Take each line from the entries that holds "between" and copy it out.

•••

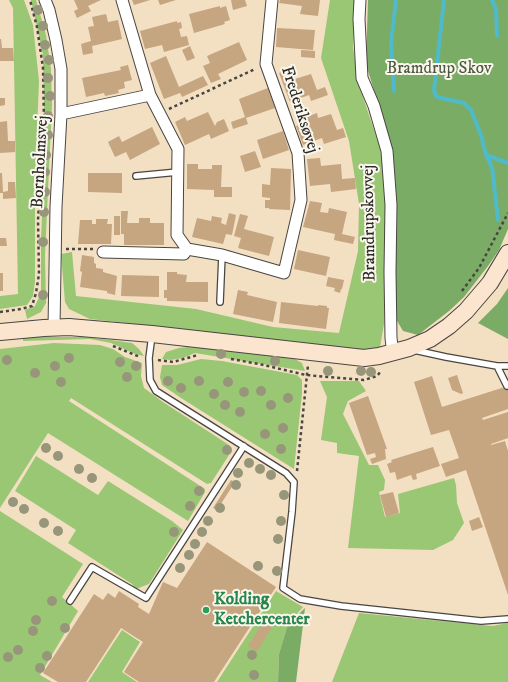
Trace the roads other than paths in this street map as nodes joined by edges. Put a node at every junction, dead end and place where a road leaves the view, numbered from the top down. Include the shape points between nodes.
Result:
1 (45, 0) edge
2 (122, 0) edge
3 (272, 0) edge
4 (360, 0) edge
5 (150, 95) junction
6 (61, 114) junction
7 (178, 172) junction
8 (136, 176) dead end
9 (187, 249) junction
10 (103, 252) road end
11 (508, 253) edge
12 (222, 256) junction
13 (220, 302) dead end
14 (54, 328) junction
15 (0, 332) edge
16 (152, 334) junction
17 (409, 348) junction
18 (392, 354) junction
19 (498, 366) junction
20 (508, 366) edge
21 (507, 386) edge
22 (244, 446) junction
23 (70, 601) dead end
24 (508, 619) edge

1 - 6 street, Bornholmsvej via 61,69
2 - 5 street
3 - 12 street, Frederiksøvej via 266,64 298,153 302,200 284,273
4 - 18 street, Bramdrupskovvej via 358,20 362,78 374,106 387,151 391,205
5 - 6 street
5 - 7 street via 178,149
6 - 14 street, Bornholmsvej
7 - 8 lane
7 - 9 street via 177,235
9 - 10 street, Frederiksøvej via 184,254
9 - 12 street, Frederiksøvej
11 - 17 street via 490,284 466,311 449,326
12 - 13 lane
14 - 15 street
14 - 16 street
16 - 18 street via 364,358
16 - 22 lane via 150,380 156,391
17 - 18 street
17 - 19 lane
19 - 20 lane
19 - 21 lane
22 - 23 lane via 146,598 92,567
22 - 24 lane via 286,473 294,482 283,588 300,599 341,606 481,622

•••

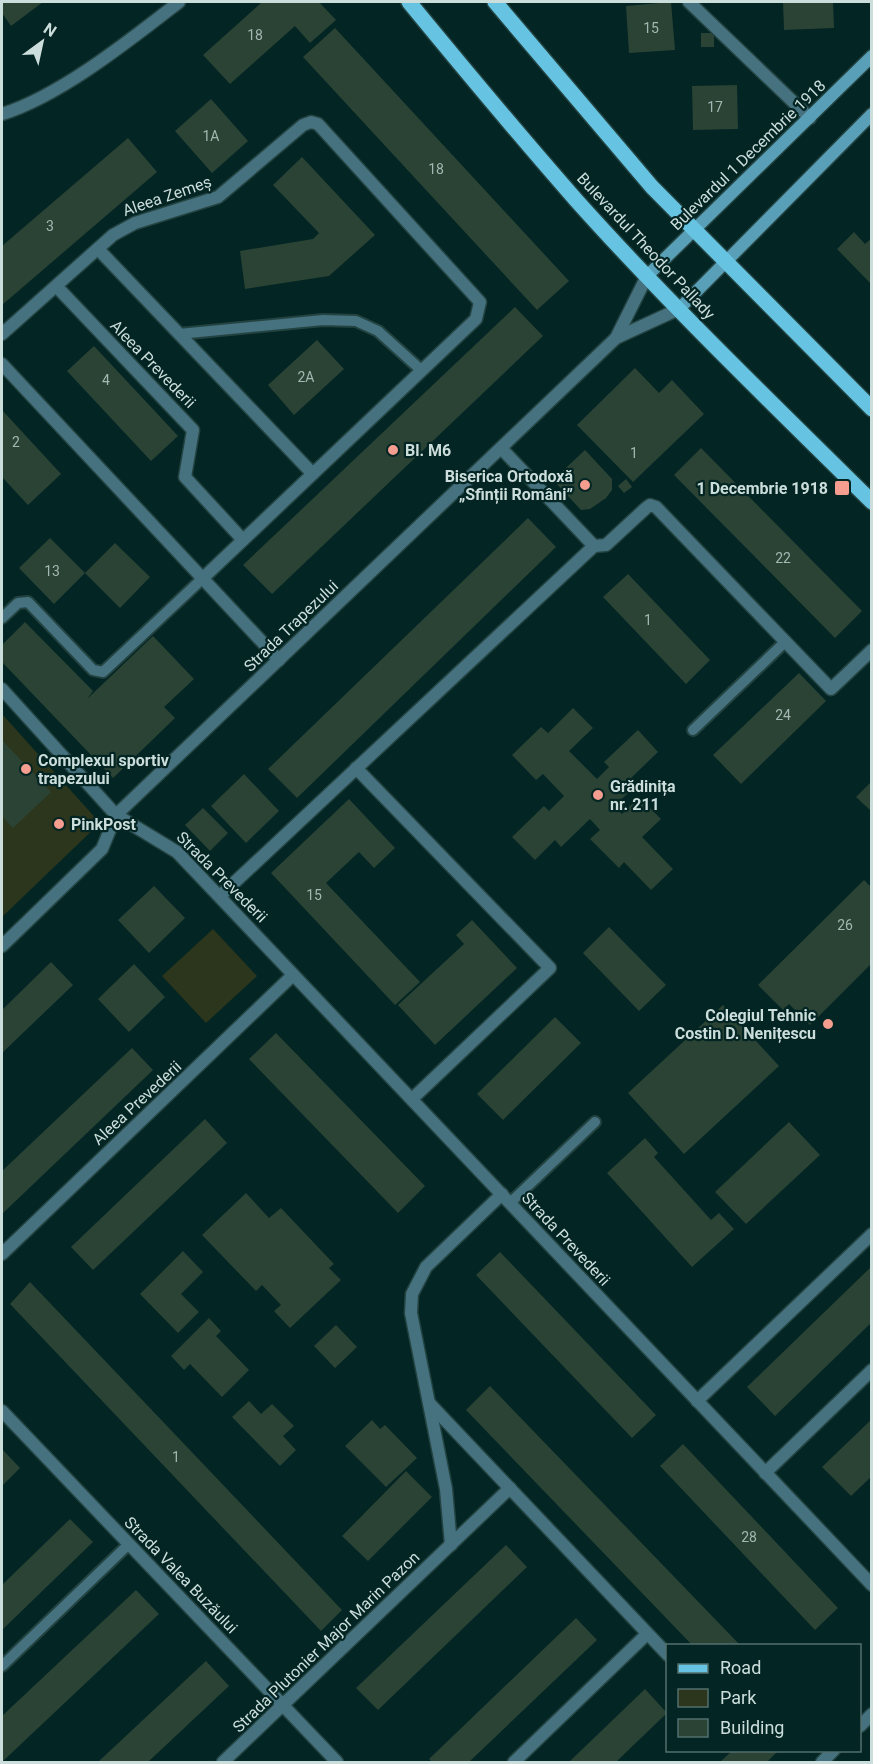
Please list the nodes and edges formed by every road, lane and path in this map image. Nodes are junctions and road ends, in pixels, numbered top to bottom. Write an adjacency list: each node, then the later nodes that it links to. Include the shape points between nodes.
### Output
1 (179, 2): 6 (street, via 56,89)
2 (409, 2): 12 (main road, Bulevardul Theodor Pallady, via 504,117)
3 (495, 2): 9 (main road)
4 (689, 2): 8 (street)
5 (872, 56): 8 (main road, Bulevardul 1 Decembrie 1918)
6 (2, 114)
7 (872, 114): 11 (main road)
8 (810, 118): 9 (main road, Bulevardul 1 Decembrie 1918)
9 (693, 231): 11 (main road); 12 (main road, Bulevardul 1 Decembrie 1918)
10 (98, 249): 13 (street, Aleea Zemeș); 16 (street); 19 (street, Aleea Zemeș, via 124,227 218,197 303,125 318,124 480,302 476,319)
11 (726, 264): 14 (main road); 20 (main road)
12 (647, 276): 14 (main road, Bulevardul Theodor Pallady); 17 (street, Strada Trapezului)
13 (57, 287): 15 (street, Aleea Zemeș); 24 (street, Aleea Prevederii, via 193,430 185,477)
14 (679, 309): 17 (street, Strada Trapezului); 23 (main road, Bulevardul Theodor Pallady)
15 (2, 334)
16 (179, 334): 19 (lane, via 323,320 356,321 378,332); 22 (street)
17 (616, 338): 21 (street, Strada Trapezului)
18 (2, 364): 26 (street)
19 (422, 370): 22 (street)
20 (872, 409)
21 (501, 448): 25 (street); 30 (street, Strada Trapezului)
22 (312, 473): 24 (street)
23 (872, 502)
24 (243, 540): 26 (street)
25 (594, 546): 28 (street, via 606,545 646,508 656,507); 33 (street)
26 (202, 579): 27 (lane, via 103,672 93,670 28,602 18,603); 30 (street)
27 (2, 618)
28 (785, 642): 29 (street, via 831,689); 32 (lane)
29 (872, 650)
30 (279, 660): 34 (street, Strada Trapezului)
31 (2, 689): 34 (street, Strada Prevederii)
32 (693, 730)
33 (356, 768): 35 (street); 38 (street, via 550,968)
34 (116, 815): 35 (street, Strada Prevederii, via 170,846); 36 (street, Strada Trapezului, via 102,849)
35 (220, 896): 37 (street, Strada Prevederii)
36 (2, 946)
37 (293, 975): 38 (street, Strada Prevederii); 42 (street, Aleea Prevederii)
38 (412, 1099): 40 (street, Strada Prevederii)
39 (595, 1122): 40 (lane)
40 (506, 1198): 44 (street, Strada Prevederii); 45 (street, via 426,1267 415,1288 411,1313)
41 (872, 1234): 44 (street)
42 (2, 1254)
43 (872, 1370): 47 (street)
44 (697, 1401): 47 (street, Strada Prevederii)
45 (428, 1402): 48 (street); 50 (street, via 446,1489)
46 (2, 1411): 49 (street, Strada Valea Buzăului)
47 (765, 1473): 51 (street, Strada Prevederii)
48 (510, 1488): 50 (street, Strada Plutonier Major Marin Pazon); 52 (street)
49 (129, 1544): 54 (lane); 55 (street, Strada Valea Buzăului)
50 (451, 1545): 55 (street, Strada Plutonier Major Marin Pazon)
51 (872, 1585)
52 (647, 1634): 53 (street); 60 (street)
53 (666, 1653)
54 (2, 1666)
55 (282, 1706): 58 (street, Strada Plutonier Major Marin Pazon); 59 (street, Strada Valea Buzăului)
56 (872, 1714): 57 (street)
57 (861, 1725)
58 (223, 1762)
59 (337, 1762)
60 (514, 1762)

•••

=== ANSWER BELOW ===
Trace the roads other than paths in this street map as nodes joined by edges. Put a node at every junction, dead end and place where a road leaves the view, numbered from the top down. Include the shape points between nodes.
Please list the nodes and edges formed by every road, lane and path in this map image. Nodes are junctions and road ends, in pixels, numbered top to bottom. Write an adjacency list: each node, then the later nodes that it links to. Include the shape points between nodes.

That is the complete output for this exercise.